Не настраивала ли тебя Юдит Латифа, прямо или косвенно, против капитана Абрахама Иккса?
Никогда.
Как она вела себя после посещения бара «Tricky»?
Она молчала. Я тоже. Я долго просидел на солнце, и мне показалось, тень моего брата, под сенью которой прошла моя юность и которая всегда оставалась со мною, покинула меня. Казалось, его несчастная судьба отдалялась от меня, обещая исчезнуть навсегда. И это тоже.
Капитан поднял руку. Как будто пробирался по джунглям впереди отряда, сквозь заросли папоротников в человеческий рост, и вдруг замер, прислушиваясь к подозрительному, угрожающему топоту и хрюканью, и хотел показать остальным солдатам, чтобы и они тоже замерли.
— Adieu, — сказал капитан. — Dieu le veut.
Что это значит?
Девиз крестоносцев. «Так хочет Бог». Это мне брат рассказывал.
Мы проехали сквозь деревню: мимо здания школы. где моим обучением руководил покойный Учитель Арсен, мимо кладбища солдат, погибших в войне четырнадцатого — восемнадцатого года, и вдруг, перед выездом на шоссе, Юдит, притормозив, свернула. Я думал, она что-то забыла, или хочет еще что-то, неожиданное или угрожающее, крикнуть капитану, но она чуть-чуть проехала по дороге на Хаутхем, еще раз свернула и остановилась у церкви.
— Где лежит эта свинья? — спросила.
Вышла из машины.
Свинья на кладбище?
— Давно его похоронили?
— Кого?
— Норкового короля.
— Минеера Кантилльона?
— Помоги мне его найти.
Долго искать не пришлось. Мы почти сразу увидели семейный склеп. Серое строение, обвитое плющом, с заржавленной дверью. Рядом новенькая могильная плита, надпись медными буквами: Сенатор Жюль Арно Ламбер де Кантилльон, дата рождения. И дата смерти, два месяца назад.
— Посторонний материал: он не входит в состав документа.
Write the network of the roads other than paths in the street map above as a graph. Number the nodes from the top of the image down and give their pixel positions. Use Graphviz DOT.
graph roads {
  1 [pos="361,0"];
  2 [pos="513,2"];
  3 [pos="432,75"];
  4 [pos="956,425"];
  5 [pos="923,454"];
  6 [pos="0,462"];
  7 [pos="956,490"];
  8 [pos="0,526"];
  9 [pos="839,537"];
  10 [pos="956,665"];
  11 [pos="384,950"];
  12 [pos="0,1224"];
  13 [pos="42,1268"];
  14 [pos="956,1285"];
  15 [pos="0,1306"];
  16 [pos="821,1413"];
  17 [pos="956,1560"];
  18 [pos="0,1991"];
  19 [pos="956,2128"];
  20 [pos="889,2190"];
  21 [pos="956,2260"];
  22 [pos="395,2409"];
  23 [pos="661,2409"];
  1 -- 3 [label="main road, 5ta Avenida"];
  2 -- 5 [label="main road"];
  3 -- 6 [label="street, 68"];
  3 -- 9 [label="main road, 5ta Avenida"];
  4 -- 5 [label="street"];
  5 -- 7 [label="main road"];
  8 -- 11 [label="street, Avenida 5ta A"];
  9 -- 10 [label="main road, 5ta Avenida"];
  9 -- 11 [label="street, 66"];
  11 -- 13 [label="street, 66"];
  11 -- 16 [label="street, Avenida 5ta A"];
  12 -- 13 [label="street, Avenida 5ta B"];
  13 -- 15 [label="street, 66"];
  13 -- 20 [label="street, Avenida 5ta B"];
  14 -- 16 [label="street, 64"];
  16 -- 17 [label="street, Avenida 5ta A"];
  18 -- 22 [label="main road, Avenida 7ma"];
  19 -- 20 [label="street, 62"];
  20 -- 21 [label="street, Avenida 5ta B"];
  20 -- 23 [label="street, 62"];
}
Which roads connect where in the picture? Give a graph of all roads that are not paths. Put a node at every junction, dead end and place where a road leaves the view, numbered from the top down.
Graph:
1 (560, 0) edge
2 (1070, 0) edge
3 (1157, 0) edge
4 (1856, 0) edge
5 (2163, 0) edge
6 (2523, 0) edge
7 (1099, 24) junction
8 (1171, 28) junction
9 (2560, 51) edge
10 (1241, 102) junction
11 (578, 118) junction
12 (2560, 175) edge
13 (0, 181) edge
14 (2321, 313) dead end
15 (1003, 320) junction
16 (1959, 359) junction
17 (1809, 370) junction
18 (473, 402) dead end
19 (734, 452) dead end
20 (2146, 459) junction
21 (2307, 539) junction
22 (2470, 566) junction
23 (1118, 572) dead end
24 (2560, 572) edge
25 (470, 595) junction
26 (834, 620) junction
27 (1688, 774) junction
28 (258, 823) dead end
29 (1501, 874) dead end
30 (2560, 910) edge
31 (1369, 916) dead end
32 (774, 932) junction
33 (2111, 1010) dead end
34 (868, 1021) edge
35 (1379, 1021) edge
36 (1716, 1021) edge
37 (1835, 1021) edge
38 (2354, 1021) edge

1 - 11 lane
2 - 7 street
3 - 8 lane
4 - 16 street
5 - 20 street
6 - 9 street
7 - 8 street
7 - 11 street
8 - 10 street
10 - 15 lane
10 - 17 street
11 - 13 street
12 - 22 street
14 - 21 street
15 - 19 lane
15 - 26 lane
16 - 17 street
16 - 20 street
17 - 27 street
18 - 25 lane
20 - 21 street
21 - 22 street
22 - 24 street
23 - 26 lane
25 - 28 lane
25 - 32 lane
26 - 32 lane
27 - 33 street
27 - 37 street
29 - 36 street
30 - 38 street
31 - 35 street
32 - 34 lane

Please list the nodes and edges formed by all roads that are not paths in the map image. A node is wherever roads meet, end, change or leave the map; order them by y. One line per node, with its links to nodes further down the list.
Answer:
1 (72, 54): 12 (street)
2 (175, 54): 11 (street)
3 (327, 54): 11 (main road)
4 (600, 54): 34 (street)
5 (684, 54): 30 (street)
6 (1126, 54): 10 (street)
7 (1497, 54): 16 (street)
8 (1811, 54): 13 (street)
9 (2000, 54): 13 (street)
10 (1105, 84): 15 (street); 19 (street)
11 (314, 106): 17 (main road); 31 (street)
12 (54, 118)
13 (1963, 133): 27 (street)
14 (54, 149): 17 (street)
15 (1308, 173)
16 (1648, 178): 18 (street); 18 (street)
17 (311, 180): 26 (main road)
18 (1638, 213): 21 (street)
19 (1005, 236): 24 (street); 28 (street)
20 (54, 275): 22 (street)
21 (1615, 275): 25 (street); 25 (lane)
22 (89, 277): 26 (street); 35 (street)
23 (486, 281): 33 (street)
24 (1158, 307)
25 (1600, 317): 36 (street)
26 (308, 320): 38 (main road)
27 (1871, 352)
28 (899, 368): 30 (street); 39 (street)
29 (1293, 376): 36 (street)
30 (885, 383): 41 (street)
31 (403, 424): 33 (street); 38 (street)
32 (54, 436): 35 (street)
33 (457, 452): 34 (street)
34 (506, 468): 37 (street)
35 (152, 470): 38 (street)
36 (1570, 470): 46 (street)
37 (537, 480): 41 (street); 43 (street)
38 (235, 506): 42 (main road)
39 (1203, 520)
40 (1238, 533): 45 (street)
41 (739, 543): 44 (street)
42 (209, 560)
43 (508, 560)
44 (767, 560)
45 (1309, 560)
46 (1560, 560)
Юдит опустилась на одно колено. Потом села на могильную плиту. Склонилась вперед, уставившись на букет увядших хризантем. И заговорила, обращаясь к камню, по-арабски. Наверное, она оскорбляла и проклинала его. Я хотел было сесть рядом, но не посмел. Слезы лились у нее из глаз. Потом она сказала, что готова разбить камень кувалдой. Чтобы вытащить из-под него Кантилльона. Я испугался. Столько дикой ненависти, столько ярости было в ее скрюченных пальцах, скребущих неровный камень. Она сказала, что ее отец, чей труп лежит здесь с камнем на брюхе, уничтожил ее мать Неджму. Именно это слово. Не убил, не разорил. Уничтожил.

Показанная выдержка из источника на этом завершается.